Une baisse de 609 000 barils et un bloc offshore qui change la donne
Pour la semaine se terminant le 13 février 2026, les réserves américaines de brut ont diminué de 609 000 barils, un chiffre qui semble insignifiant face à la croissance record des stocks stratégiques. Mais à 1 200 kilomètres à l’est de Caracas, un autre nombre réécrit les règles : le bloc offshore Stabroek en Guyane produit actuellement 1,2 million de barils par jour et vise 2 millions d’ici 2026. Ce volume, généré par 60 plateformes offshore et un oléoduc de 120 km reliant les gisements à la raffinerie de Loran, représente un tiers du PIB d’un pays comptant 800 000 habitants.
La géographie sous-marine qui transforme un pays
Découvert par ExxonMobil en 2015, le bloc Stabroek s’étend sur 6,5 millions d’hectares. Les opérations de production reposent sur des plateformes semi-submergées opérant à une profondeur de 1 500 mètres et dotées d’un système de séparation du brut et de l’eau de mer à bord. Le brut est pompé via des tuyaux de 30 pouces de diamètre jusqu’à la raffinerie de Loran, construite en 18 mois pour un investissement de 12 milliards de dollars. Cet ensemble unique en Amérique du Sud a une capacité de 250 000 barils par jour et sert d’hub pour le transport maritime vers les États-Unis et l’Europe.
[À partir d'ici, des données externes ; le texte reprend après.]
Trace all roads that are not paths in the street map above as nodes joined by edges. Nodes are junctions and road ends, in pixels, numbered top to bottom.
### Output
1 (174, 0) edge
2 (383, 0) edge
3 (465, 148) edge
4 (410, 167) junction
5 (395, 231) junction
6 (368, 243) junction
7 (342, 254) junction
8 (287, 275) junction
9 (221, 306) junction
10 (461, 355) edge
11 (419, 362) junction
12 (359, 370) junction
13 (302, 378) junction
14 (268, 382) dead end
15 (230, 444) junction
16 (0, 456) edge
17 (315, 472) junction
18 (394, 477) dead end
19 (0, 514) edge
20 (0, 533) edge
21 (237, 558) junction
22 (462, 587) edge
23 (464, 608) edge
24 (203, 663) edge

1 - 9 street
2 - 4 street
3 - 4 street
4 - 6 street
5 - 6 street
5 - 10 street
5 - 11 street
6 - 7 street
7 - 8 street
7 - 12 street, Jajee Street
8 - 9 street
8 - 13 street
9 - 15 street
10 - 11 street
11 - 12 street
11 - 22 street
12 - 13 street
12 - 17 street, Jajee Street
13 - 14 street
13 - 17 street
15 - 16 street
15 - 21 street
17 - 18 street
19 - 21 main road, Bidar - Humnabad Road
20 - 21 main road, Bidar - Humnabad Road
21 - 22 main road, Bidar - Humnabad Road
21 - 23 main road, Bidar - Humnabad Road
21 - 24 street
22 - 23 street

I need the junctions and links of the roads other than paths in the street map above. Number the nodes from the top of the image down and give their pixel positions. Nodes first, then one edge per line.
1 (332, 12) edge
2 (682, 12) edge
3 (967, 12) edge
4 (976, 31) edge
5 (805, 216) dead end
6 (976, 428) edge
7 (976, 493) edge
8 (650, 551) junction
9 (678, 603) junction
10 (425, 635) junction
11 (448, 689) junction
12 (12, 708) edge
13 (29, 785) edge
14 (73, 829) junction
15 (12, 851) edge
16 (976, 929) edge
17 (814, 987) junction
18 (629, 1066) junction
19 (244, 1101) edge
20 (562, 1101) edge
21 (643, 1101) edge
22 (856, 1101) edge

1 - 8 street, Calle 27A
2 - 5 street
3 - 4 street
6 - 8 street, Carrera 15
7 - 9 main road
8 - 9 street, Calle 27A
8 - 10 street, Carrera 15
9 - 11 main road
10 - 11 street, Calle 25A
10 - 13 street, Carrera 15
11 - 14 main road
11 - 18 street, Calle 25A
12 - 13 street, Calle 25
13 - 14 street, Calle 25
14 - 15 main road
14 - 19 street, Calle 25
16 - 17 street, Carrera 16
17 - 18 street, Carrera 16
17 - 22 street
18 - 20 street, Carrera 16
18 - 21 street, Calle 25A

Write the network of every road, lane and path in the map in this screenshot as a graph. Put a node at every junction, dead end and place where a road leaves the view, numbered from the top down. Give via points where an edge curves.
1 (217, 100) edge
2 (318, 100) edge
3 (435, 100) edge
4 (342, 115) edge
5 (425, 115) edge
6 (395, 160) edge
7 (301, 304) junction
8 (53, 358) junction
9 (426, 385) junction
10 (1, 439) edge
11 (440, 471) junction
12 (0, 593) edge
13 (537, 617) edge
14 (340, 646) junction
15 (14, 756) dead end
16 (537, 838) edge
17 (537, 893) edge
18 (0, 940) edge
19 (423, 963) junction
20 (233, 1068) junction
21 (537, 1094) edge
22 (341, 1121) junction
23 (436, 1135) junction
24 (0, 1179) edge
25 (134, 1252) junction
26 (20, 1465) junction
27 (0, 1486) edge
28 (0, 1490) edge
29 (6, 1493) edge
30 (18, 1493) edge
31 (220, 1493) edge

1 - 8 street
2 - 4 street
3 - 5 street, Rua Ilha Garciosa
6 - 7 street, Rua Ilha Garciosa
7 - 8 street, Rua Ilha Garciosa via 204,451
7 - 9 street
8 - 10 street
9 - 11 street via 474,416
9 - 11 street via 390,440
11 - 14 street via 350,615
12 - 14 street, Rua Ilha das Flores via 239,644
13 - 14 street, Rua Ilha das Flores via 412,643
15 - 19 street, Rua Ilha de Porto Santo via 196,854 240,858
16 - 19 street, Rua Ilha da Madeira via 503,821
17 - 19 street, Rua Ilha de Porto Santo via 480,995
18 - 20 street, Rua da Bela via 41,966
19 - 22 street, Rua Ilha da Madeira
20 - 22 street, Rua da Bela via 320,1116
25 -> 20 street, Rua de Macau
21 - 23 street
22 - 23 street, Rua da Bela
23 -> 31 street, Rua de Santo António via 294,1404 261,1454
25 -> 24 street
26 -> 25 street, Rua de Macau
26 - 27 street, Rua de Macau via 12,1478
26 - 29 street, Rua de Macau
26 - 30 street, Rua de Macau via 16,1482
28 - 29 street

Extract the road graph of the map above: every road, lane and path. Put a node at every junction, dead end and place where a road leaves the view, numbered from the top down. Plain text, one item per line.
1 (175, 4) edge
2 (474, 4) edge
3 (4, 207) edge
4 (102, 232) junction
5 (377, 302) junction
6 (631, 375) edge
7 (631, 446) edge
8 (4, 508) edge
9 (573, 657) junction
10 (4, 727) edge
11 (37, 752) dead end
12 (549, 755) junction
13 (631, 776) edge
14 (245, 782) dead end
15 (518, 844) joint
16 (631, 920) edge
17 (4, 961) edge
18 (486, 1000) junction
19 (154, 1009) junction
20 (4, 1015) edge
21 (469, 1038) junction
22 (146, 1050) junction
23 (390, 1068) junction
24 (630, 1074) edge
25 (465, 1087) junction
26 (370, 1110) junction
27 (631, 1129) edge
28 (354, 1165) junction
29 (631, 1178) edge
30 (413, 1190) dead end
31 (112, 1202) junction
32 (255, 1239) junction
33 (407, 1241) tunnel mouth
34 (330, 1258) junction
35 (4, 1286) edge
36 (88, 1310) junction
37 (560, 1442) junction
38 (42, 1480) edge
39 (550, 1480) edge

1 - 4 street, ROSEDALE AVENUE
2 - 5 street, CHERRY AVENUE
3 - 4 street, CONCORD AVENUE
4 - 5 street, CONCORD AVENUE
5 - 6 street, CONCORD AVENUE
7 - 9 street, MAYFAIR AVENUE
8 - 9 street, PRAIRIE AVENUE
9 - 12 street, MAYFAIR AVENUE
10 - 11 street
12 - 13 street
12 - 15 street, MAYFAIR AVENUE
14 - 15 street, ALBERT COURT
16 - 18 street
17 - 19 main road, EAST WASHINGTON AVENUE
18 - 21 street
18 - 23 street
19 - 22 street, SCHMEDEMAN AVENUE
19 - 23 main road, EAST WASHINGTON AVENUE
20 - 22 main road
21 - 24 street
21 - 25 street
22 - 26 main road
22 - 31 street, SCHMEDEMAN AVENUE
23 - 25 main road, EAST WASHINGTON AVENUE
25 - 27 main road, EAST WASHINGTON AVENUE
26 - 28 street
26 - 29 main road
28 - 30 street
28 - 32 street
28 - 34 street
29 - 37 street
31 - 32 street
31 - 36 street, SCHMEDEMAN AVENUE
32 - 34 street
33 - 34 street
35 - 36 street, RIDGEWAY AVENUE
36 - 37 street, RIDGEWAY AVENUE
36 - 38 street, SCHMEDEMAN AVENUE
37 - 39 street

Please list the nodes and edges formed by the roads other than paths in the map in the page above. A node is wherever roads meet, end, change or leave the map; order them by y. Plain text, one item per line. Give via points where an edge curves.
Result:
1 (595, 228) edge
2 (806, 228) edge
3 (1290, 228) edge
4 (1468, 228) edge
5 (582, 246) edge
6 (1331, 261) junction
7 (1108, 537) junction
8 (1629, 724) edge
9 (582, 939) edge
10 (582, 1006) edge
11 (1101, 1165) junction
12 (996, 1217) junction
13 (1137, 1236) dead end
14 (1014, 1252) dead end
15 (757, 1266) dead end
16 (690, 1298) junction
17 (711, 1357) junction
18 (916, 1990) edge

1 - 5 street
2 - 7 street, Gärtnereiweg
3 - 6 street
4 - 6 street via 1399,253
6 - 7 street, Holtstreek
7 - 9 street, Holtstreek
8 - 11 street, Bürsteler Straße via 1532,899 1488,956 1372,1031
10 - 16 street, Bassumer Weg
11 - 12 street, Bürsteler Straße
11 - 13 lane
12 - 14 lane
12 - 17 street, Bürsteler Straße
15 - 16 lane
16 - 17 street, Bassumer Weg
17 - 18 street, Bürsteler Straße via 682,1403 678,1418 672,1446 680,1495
La chaîne de contrôle et ses implications
ExxonMobil détient 45 % du bloc, avec une participation à long terme qui inclut l’obligation d’investir 20 % des redevances dans les infrastructures locales. La Guyane, via la Guyana Energy Agency, gère le 15 % restant, mais la véritable levier stratégique réside dans le pipeline. Construit en acier ASTM A53 Grade B, il nécessite une maintenance programmée tous les 18 mois et 45 jours pour une remplacement complet. Toute interruption, comme celle enregistrée en 2024 suite à un problème électrique, coûte 7 millions de dollars par jour en pertes de production.
Qui paie et qui gagne dans la chaîne de valeur
L’expansion exponentielle de la Guyane a fait grimper le prix du pétrole local au-dessus du Brent de 3 dollars par baril, grâce à la qualité du brut (API 35). Exxon a vu ses revenus augmenter de 22 % en 2025, tandis que les recettes fiscales guyanaises ont grimpé de 40 %. Cependant, le coût pour la population est évident : l’indice des prix à la consommation a augmenté de 15 % en 2025 et les coûts énergétiques industriels ont bondi de 30 %. À Caracas, la production de brut s’est réduite à 1,8 million de barils par jour en 2025, soit une baisse de 25 % par rapport à 2020.
Surveiller l’accumulation des tensions
Dans mon analyse, le véritable jeu se jouera au cours des prochains mois grâce à deux indicateurs : la production du bloc Stabroek (qui doit dépasser les 1,5 million de barils par jour d’ici juin) et la capacité effective du pipeline Loran-Port Kaituma, qui fonctionne actuellement à 78 % de sa capacité théorique. Le contentieux territorial avec le Venezuela, nécessitant un arbitrage international, pourrait accélérer ou retarder l’expansion du projet, mais le véritable nœud reste la capacité d’Exxon à maintenir sa part de marché dans un contexte de concurrence croissante des nouvelles découvertes offshore en Colombie.